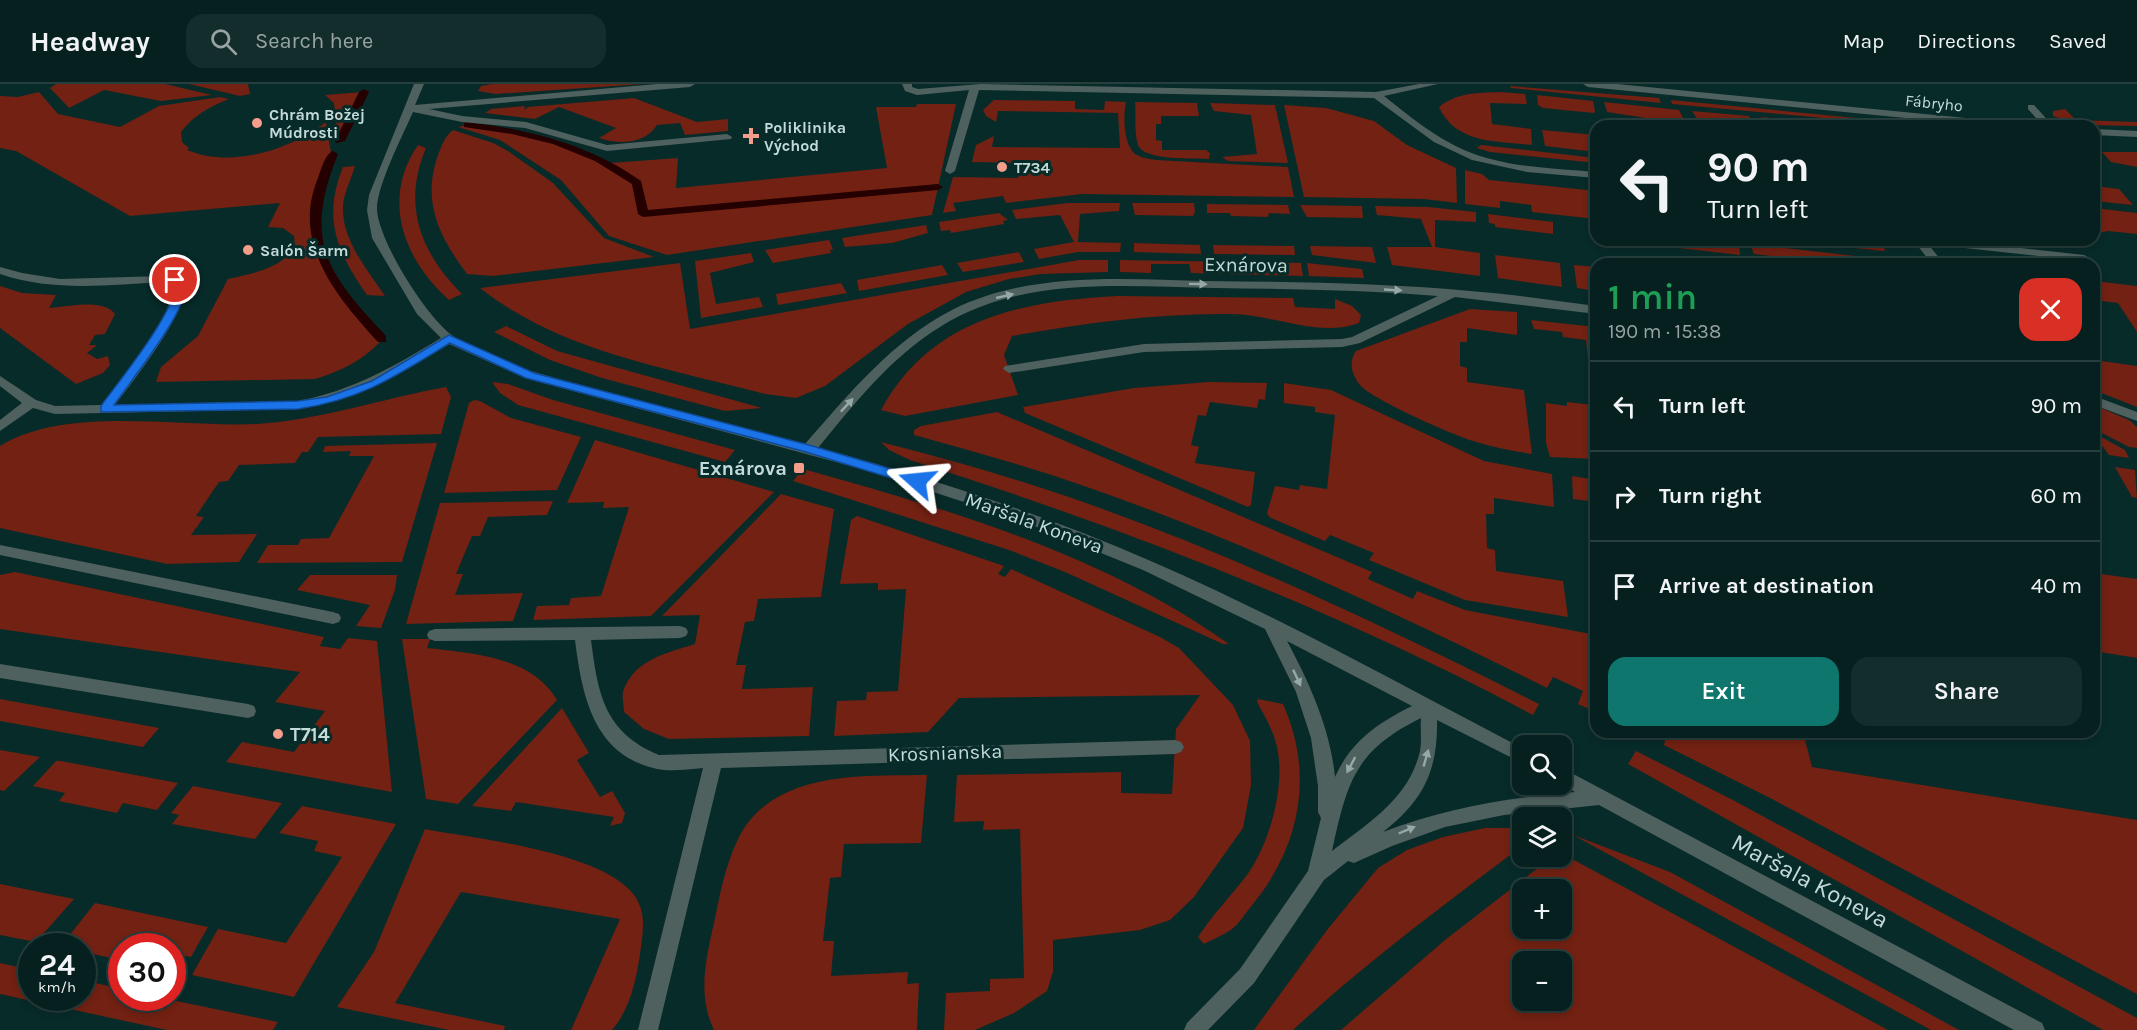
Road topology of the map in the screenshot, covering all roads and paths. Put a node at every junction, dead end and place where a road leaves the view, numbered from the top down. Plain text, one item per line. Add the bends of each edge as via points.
1 (419, 84) edge
2 (690, 84) edge
3 (907, 84) edge
4 (1433, 84) edge
5 (1588, 84) edge
6 (976, 85) edge
7 (1669, 88) edge
8 (1376, 95) junction
9 (2031, 107) dead end
10 (409, 108) junction
11 (1962, 120) edge
12 (2043, 120) edge
13 (2100, 132) edge
14 (2137, 134) edge
15 (728, 137) dead end
16 (950, 171) dead end
17 (1590, 174) edge
18 (1924, 246) edge
19 (1974, 246) edge
20 (1933, 258) edge
21 (2084, 258) dead end
22 (0, 270) edge
23 (1454, 293) junction
24 (1590, 309) edge
25 (449, 339) junction
26 (1009, 369) dead end
27 (0, 380) edge
28 (2100, 402) edge
29 (31, 403) junction
30 (105, 409) junction
31 (2137, 417) edge
32 (0, 426) edge
33 (809, 449) junction
34 (0, 550) edge
35 (333, 618) dead end
36 (1272, 625) junction
37 (680, 632) dead end
38 (582, 634) junction
39 (435, 635) dead end
40 (0, 671) edge
41 (1429, 706) junction
42 (248, 711) dead end
43 (1175, 747) dead end
44 (1512, 751) edge
45 (714, 761) junction
46 (1572, 782) edge
47 (1600, 797) junction
48 (1317, 874) junction
49 (648, 1030) edge
50 (1194, 1030) edge
51 (2035, 1030) edge

1 - 10 street, Maršala Koneva
2 - 10 street
3 - 6 street via 908,89 917,92
4 - 8 street
5 - 7 street, Fábryho
6 - 8 street
6 - 16 street
7 - 11 street, Fábryho
8 - 17 street via 1461,153 1518,167
9 - 12 street
10 - 15 street via 462,119 526,125 608,148
10 - 25 street, Maršala Koneva via 374,195 372,210 378,237 423,314
13 - 14 street
18 - 20 street
19 - 21 street
22 - 30 street via 19,277 63,282 163,279 175,280 180,286 172,312
23 - 24 street, Exnárova
23 - 26 street via 1342,343 1144,348
33 -> 23 street, Exnárova via 902,349 958,312 992,298 1054,286 1108,283 1287,285
25 - 30 street via 376,383 328,400 298,405
25 - 33 street, Maršala Koneva via 530,375
27 - 29 street
28 - 31 street
29 - 30 street via 55,410
29 - 32 street
33 - 36 street, Maršala Koneva via 1027,517 1148,566
34 - 35 street
36 - 41 street, Maršala Koneva
36 -> 48 street via 1310,706 1326,756 1329,786
37 - 38 street
38 - 39 street
38 - 45 street, Krosnianska via 591,696 598,714 626,748 658,762
40 - 42 street
41 - 44 street, Maršala Koneva
41 -> 48 street via 1375,737 1351,762
48 -> 41 street via 1382,824 1409,795 1422,773 1429,748
43 - 45 street, Krosnianska
45 - 49 street
46 - 47 street, Maršala Koneva
48 -> 47 street via 1406,830 1453,815
47 - 51 street, Maršala Koneva
48 - 50 street via 1246,976

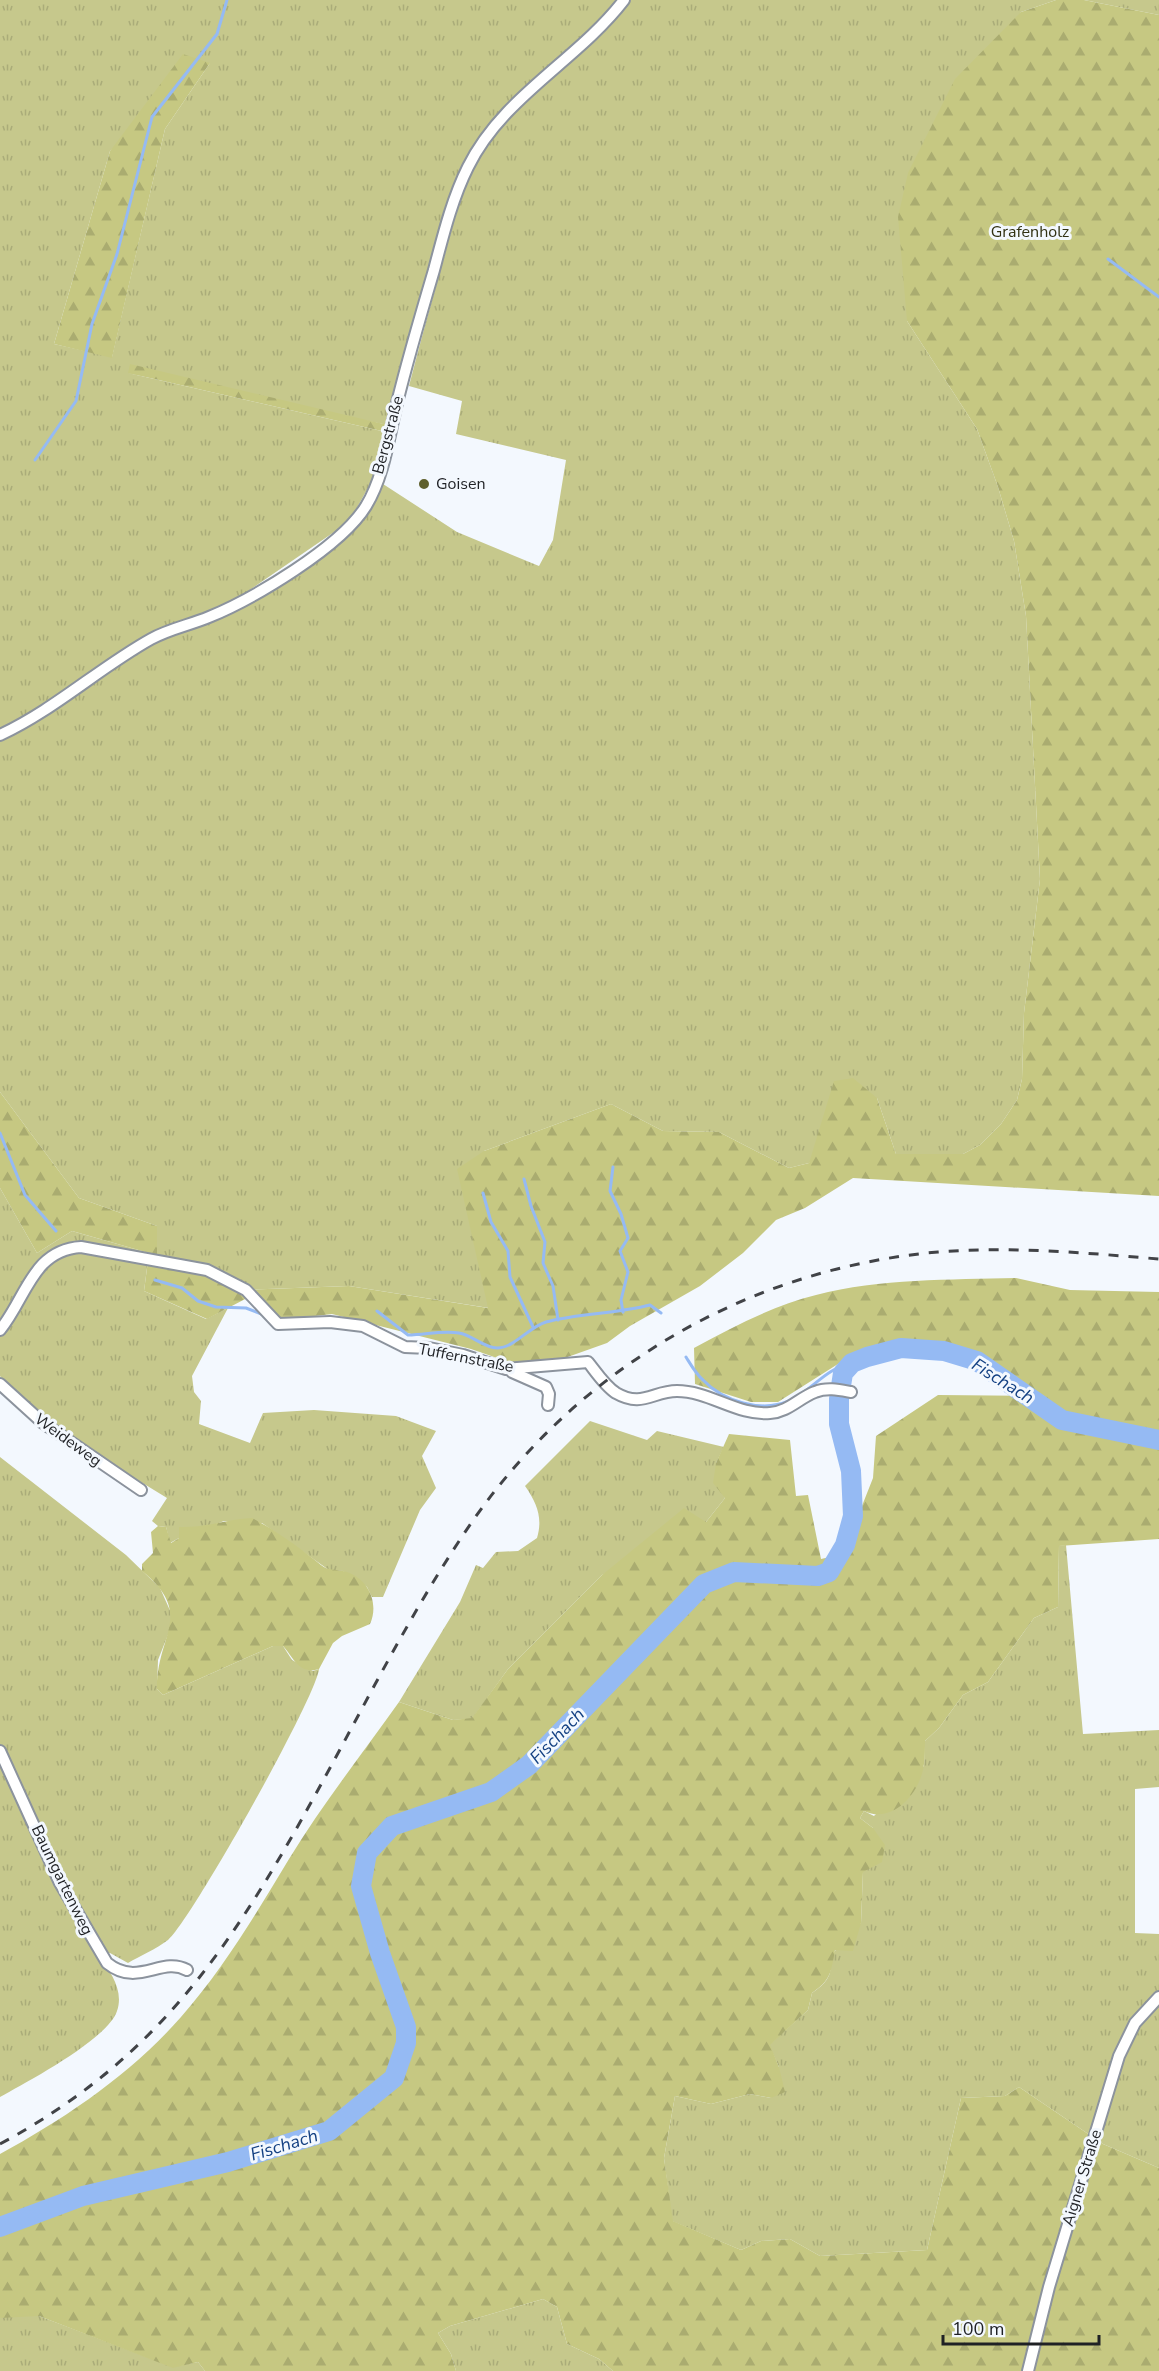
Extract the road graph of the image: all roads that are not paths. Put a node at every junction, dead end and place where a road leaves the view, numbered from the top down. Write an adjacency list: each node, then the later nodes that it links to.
1 (624, 0): 2 (street, Bergstraße)
2 (0, 735)
3 (0, 1330): 4 (street, Tuffernstraße)
4 (506, 1369): 6 (street, Tuffernstraße); 7 (street)
5 (0, 1384): 8 (street, Weideweg)
6 (852, 1392)
7 (548, 1405)
8 (141, 1490)
9 (0, 1751): 10 (street, Baumgartenweg)
10 (187, 1970)
11 (1159, 1997): 12 (street, Aigner Straße)
12 (1028, 2371)

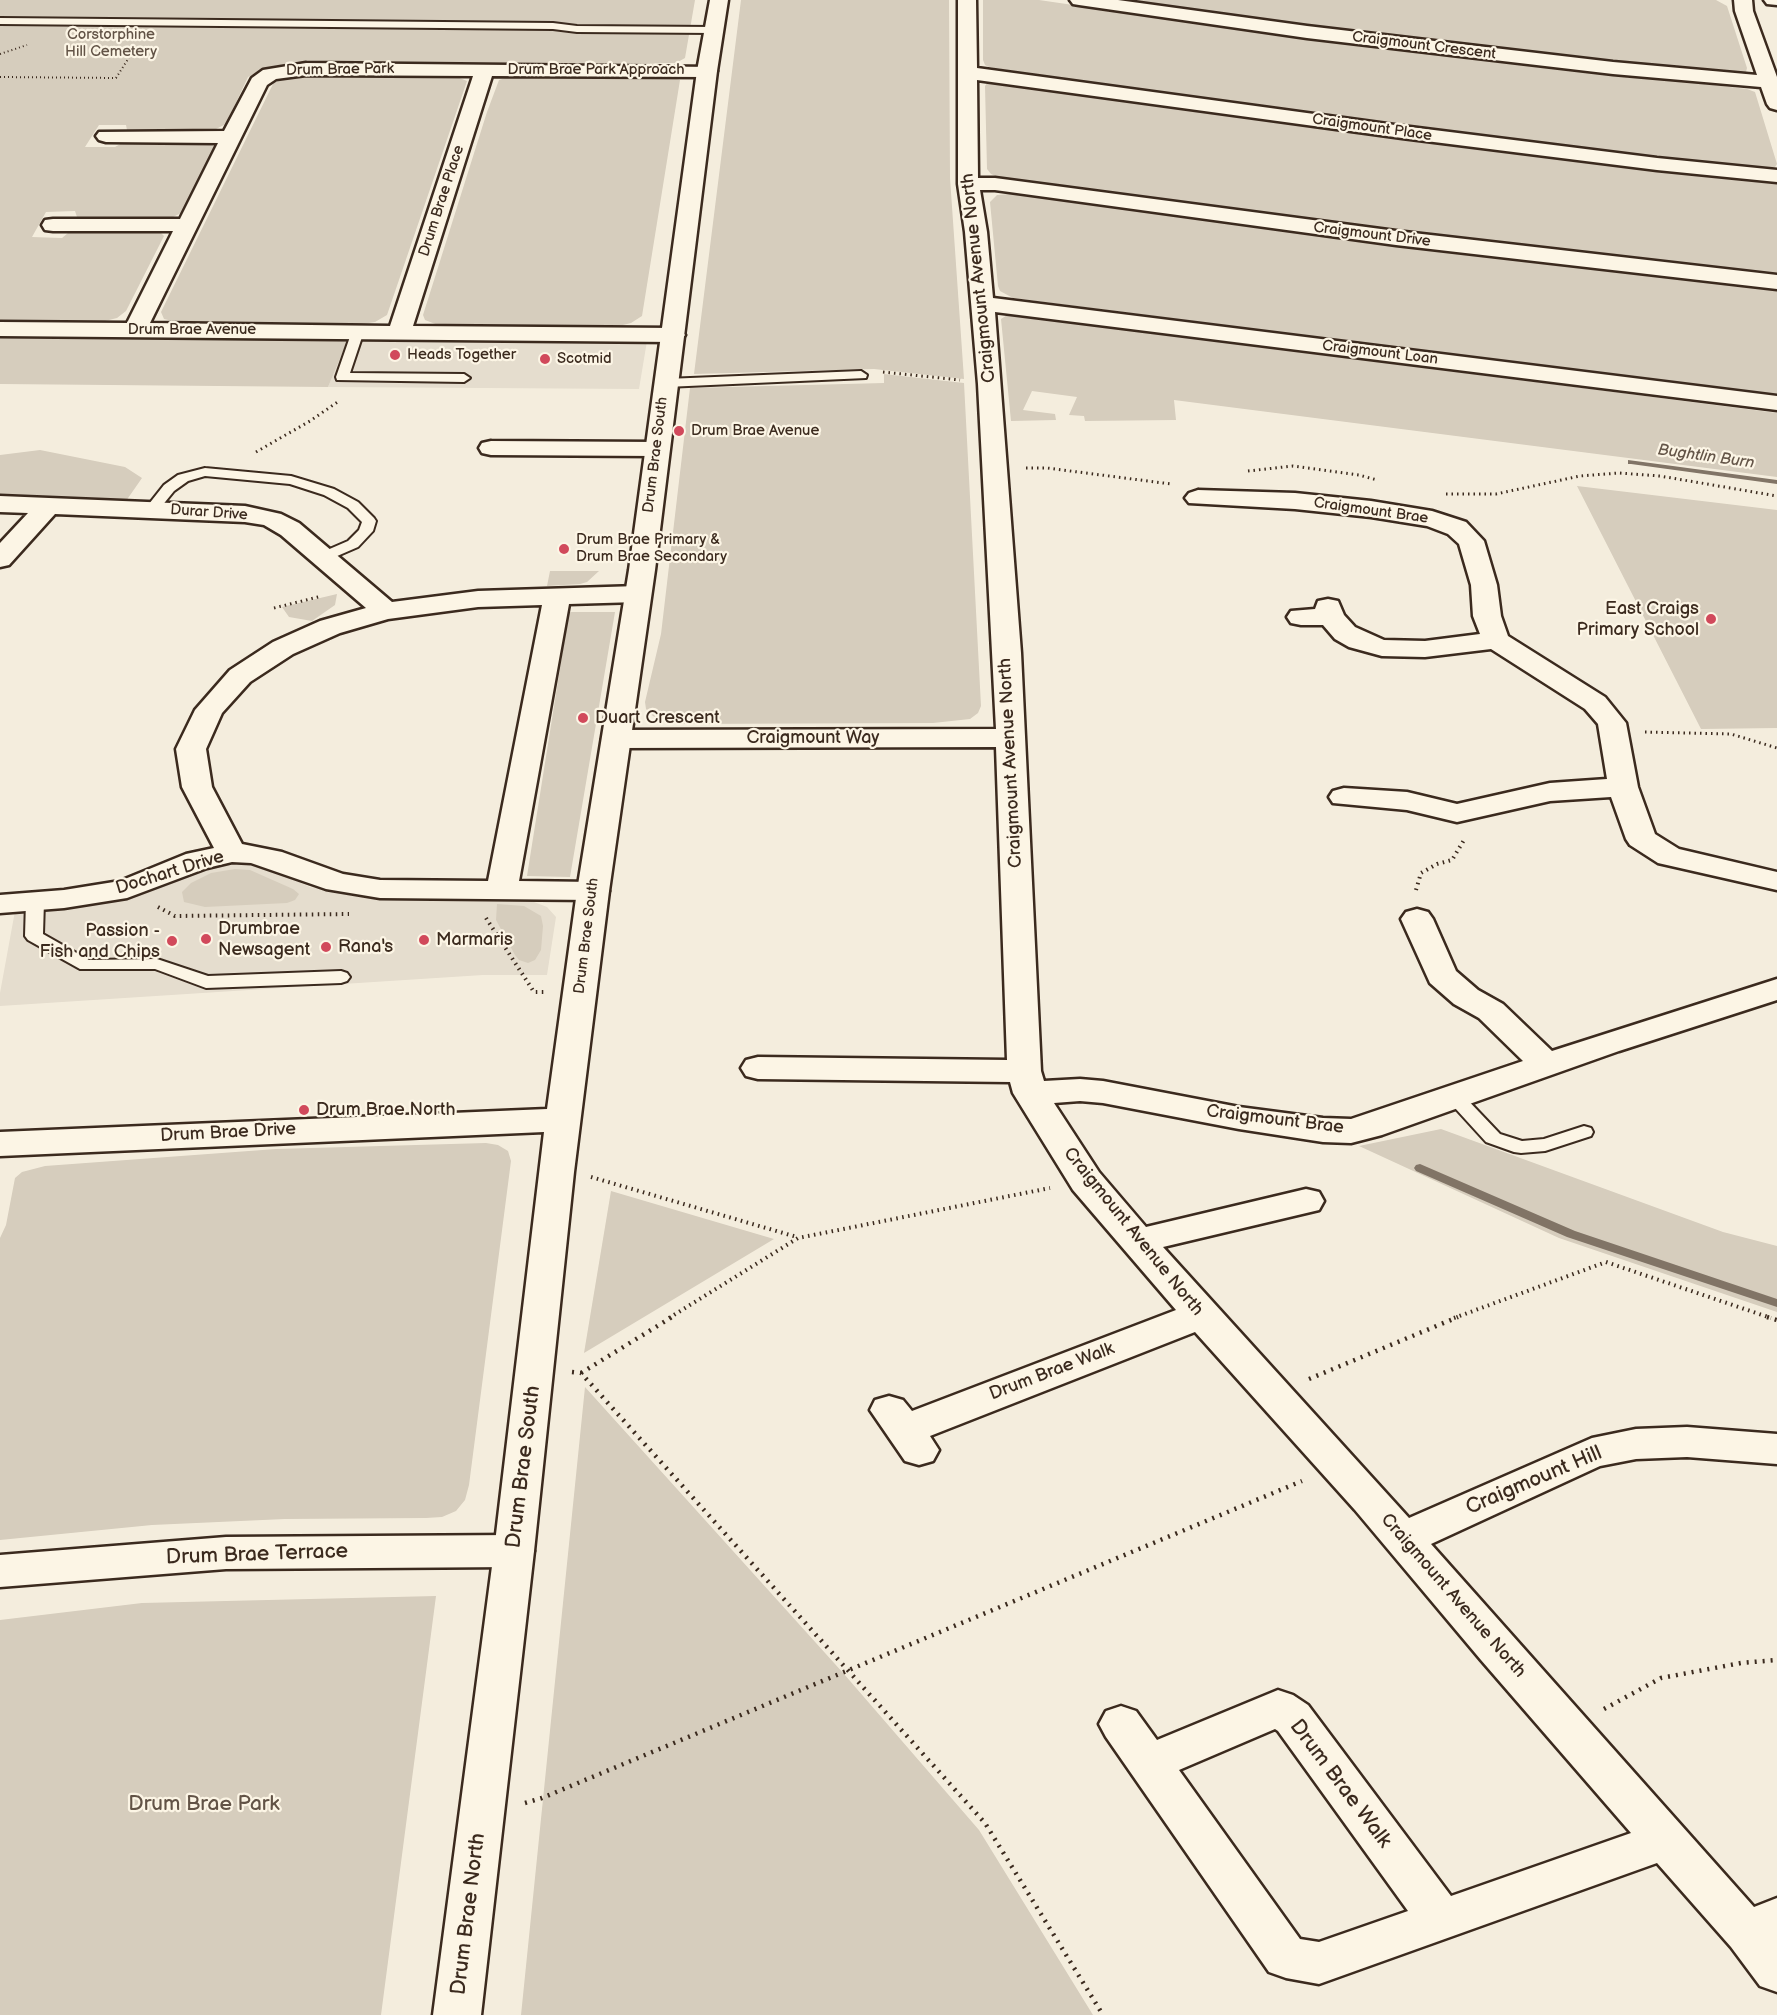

# AIM OF THE TASK:
Beginning with the line that includes "Extract the road" and ending with the last line of the material, reproduce those lines exactly and nothing else, with no pictures.

# FINISHED TASK:
Extract the road graph of the image: all roads that are not paths. Put a node at every junction, dead end and place where a road leaves the view, numbered from the top down. Write an adjacency list: each node, then the later nodes that it links to.
1 (624, 0): 2 (street, Bergstraße)
2 (0, 735)
3 (0, 1330): 4 (street, Tuffernstraße)
4 (506, 1369): 6 (street, Tuffernstraße); 7 (street)
5 (0, 1384): 8 (street, Weideweg)
6 (852, 1392)
7 (548, 1405)
8 (141, 1490)
9 (0, 1751): 10 (street, Baumgartenweg)
10 (187, 1970)
11 (1159, 1997): 12 (street, Aigner Straße)
12 (1028, 2371)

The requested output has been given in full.